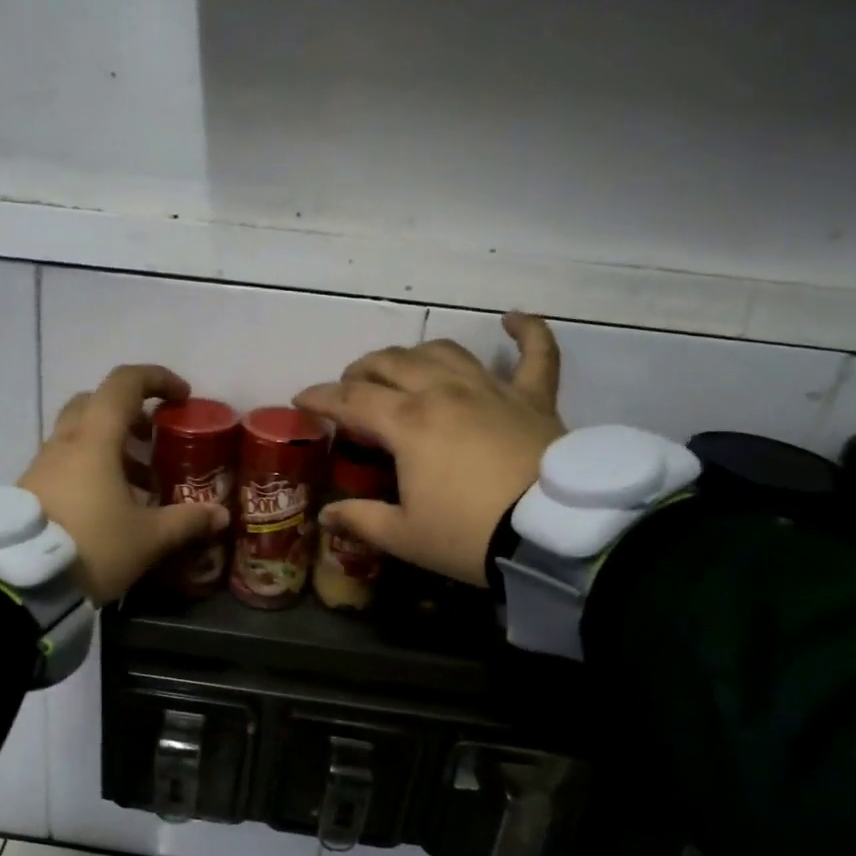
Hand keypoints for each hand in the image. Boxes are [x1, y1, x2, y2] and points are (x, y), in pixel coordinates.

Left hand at [19, 364, 228, 604]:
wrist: (23, 583)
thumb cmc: (92, 547)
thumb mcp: (147, 538)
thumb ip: (186, 521)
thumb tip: (220, 514)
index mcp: (95, 440)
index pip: (124, 384)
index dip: (157, 379)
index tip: (181, 397)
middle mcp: (65, 442)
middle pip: (96, 402)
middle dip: (130, 412)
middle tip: (154, 437)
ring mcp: (42, 464)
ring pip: (78, 433)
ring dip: (111, 443)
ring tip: (141, 481)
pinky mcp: (30, 487)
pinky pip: (66, 460)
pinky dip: (91, 466)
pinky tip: (110, 503)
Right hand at [294, 313, 565, 585]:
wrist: (553, 535)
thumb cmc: (469, 536)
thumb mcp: (405, 536)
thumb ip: (360, 520)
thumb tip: (325, 516)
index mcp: (408, 423)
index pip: (351, 399)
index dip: (321, 397)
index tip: (302, 400)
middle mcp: (444, 392)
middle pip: (392, 363)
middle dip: (363, 371)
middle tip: (351, 388)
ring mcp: (491, 389)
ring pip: (444, 352)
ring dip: (416, 355)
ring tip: (404, 368)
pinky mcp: (533, 398)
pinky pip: (537, 353)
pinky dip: (527, 332)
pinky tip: (513, 319)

• **Task description**
Please output exactly the lines between the one holding "Right hand at" and the one holding "pinky dip: (527, 332)" in the records above, inclusive, and nothing more.

• **Reply to the task**
Right hand at [294, 313, 565, 585]:
wrist: (553, 535)
thumb cmc: (469, 536)
thumb mcp: (405, 536)
thumb ip: (360, 520)
thumb tip: (325, 516)
index mcp: (408, 423)
index pip: (351, 399)
index dip: (321, 397)
index tip: (302, 400)
middle mcp: (444, 392)
middle pip: (392, 363)
middle dip: (363, 371)
middle tip: (351, 388)
ring mcp: (491, 389)
ring pip: (444, 352)
ring dip: (416, 355)
ring tip: (404, 368)
pinky mcp: (533, 398)
pinky pip: (537, 353)
pinky dip: (527, 332)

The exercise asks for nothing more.